Mr. Peabody & Sherman

By
John Mulderig
Source: Catholic News Service


Mr. Peabody, Penny, and Sherman appear in a scene from the animated movie "Mr. Peabody & Sherman."
Baby boomers old enough to recall an animated moose named Bullwinkle and his flying-squirrel sidekick, Rocky, will also likely remember the titular characters of "Mr. Peabody & Sherman" (Fox).

That's because, in their original incarnation, the latter duo figured in a series of short cartoons that were shown as part of the TV show "Rocky and His Friends," which premiered in 1959, and its re-titled successor, "The Bullwinkle Show," which ran until 1964.

For those outside the hippie-turned-yuppie demographic, introductions may be in order. Mr. Peabody (voice of Ty Burrell) is a hyper-intellectual dog whose many accomplishments include his invention of a time-traveling device called the WABAC machine. Sherman (voice of Max Charles) is the perky human son Mr. Peabody adopted as an infant, after finding him abandoned in an alley.

The opening of director Rob Minkoff's big-screen, 3-D updating finds this unusual pair at an emotional crossroads: Sherman is about to start school for the first time, an event that will remove him from the vigilant supervision Mr. Peabody has always exercised over him.

Sherman's academic career gets off to a bumpy start when he runs afoul of classmate Penny Peterson (voice of Ariel Winter). Jealous of Sherman's superior knowledge of history—gained, of course, via the WABAC—Penny taunts him by saying that, since his father is a dog, Sherman must be one as well.

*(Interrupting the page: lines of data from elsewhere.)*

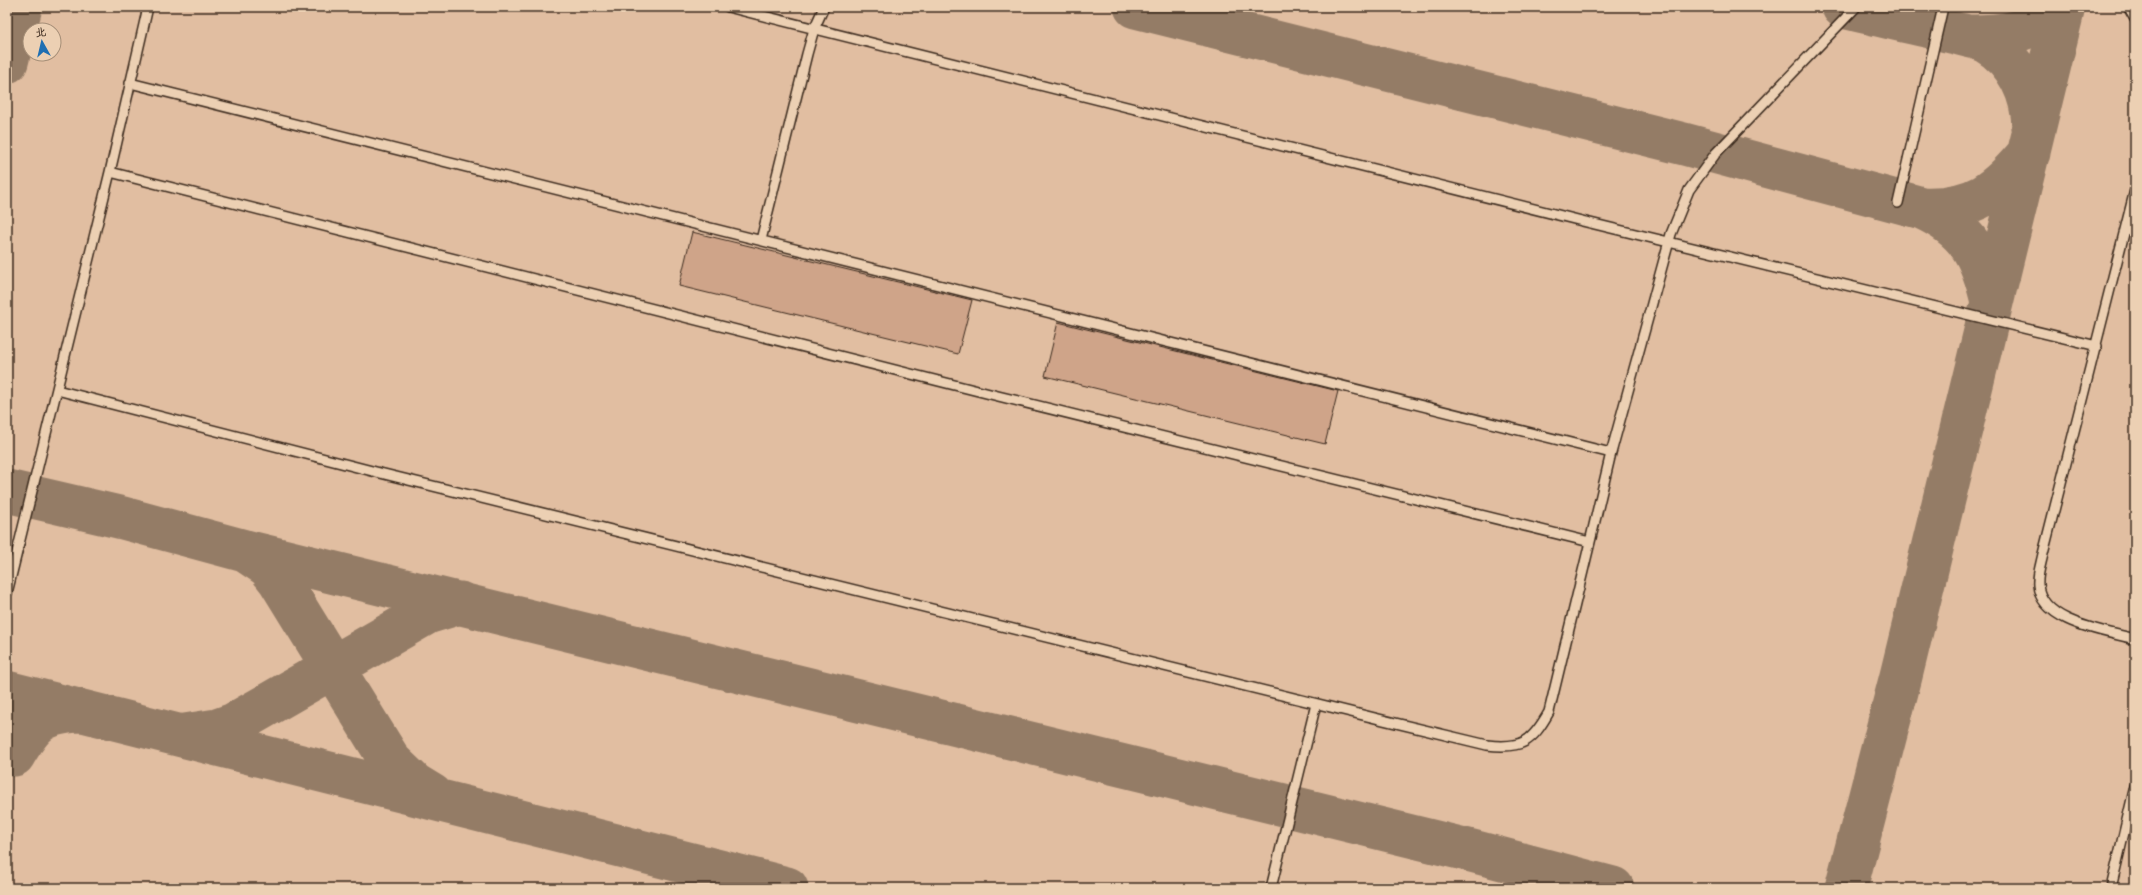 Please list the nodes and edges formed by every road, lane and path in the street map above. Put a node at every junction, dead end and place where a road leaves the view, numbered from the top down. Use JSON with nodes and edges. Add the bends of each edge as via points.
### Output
{"nodes":[{"id":1,"x":148,"y":7,"type":"edge"},
{"id":2,"x":728,"y":7,"type":"edge"},
{"id":3,"x":824,"y":7,"type":"edge"},
{"id":4,"x":1856,"y":7,"type":"edge"},
{"id":5,"x":1943,"y":7,"type":"edge"},
{"id":6,"x":2128,"y":7,"type":"edge"},
{"id":7,"x":2135,"y":19,"type":"edge"},
{"id":8,"x":814,"y":29,"type":"junction"},
{"id":9,"x":130,"y":83,"type":"junction"},
{"id":10,"x":110,"y":172,"type":"junction"},
{"id":11,"x":2135,"y":190,"type":"edge"},
{"id":12,"x":1898,"y":203,"type":"dead end"},
{"id":13,"x":761,"y":240,"type":"junction"},
{"id":14,"x":1668,"y":242,"type":"junction"},
{"id":15,"x":2097,"y":346,"type":"junction"},
{"id":16,"x":57,"y":390,"type":"junction"},
{"id":17,"x":1611,"y":453,"type":"junction"},
{"id":18,"x":1590,"y":542,"type":"junction"},
{"id":19,"x":7,"y":593,"type":"edge"},
{"id":20,"x":2135,"y":639,"type":"edge"},
{"id":21,"x":1316,"y":704,"type":"junction"},
{"id":22,"x":2135,"y":786,"type":"edge"},
{"id":23,"x":2134,"y":797,"type":"edge"},
{"id":24,"x":1271,"y":888,"type":"edge"},
{"id":25,"x":2110,"y":888,"type":"edge"}],
"edges":[{"from":1,"to":9,"type":"lane"},
{"from":2,"to":8,"type":"lane"},
{"from":3,"to":8,"type":"lane"},
{"from":4,"to":14,"type":"lane","via":[[1716,153],[1689,190]]},
{"from":5,"to":12,"type":"lane"},
{"from":6,"to":7,"type":"lane"},
{"from":8,"to":13,"type":"lane"},
{"from":8,"to":14,"type":"lane"},
{"from":9,"to":10,"type":"lane"},
{"from":9,"to":13,"type":"lane"},
{"from":10,"to":16,"type":"lane"},
{"from":10,"to":18,"type":"lane"},
{"from":11,"to":15,"type":"lane"},
{"from":13,"to":17,"type":"lane"},
{"from":14,"to":15,"type":"lane"},
{"from":14,"to":17,"type":"lane"},
{"from":15,"to":20,"type":"lane","via":[[2043,554],[2038,584],[2042,598],[2063,618]]},
{"from":16,"to":19,"type":"lane"},
{"from":16,"to":21,"type":"lane"},
{"from":17,"to":18,"type":"lane"},
{"from":18,"to":21,"type":"lane","via":[[1549,712],[1537,733],[1526,742],[1505,747],[1487,745]]},
{"from":21,"to":24,"type":"lane"},
{"from":22,"to":23,"type":"lane"},
{"from":23,"to":25,"type":"lane"}]} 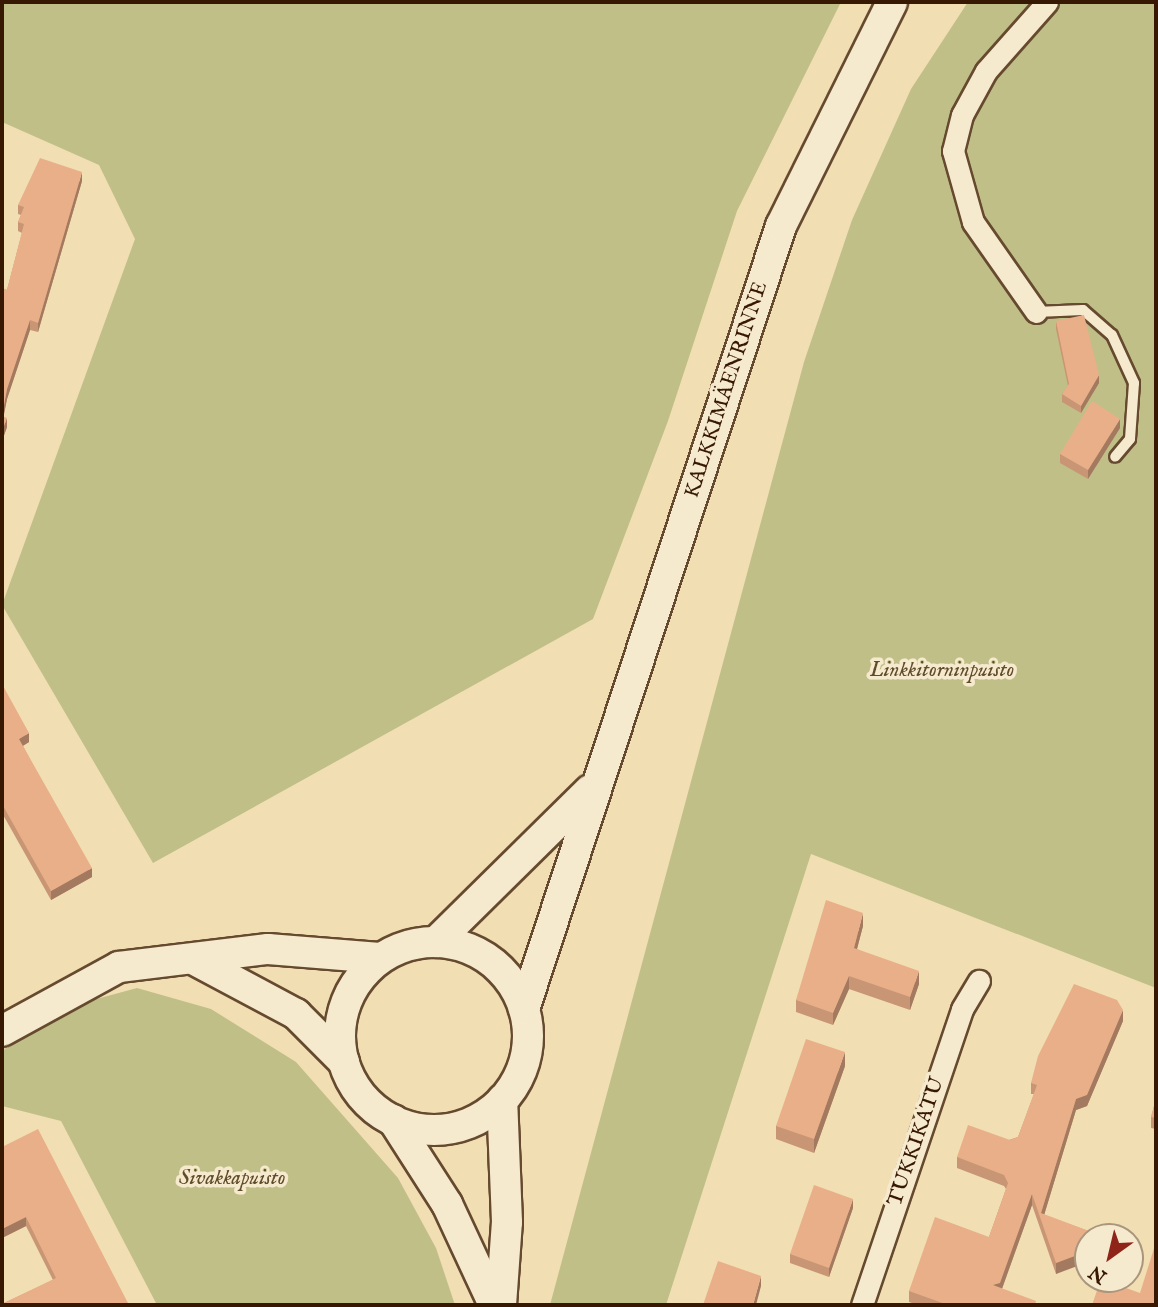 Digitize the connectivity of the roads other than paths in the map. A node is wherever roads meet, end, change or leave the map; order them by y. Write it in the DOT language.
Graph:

As though to vindicate the charge, Sherman unwisely brings their quarrel to a climax by biting Penny. This transgression not only lands Sherman in the principal's office, but—thanks to the scowling intervention of know-it-all social worker Miss Grunion (voice of Allison Janney)—places Mr. Peabody's continued custody of him under threat as well.

During a get-together designed to smooth things over with Penny's parents (voices of Leslie Mann and Stephen Colbert), Sherman, whose antipathy toward Penny masks an unacknowledged attraction, tries to impress her by taking her for an unauthorized spin in the WABAC—with the upshot that she winds up stranded in ancient Egypt.

The path to Penny's rescue zigzags chronologically from the court of King Tut to Renaissance Florence and back to the city of Troy on the eve of its destruction by the Greeks. Familiar figures putting in appearances along the way include Leonardo da Vinci (voice of Stanley Tucci), who's here endowed with the accent and manner of a old-time organ grinder, as well as a knuckleheaded version of famed Greek warrior-king Agamemnon (voice of Patrick Warburton).

Craig Wright's screenplay adds a tiresome amount of potty humor to the elaborate, sometimes groan-inducing puns characteristic of the original material. And a lone adult-themed play on words, though it will certainly fly over youngsters' heads, still seems jarringly out of place.

But basic history lessons for the youngest moviegoers, together with a worthy message about respecting people of different backgrounds—even if they do happen to be canines—endow this more than usually literate children's adventure with some countervailing virtues.

The film contains scenes of mild peril, several scatological jokes and sight gags and a single double entendre. The Catholic News Service classification is A-I—general patronage. The Motion Picture Association of America rating is PG—parental guidance suggested. Some material may not be suitable for children.

*****
John Mulderig is on the staff of Catholic News Service.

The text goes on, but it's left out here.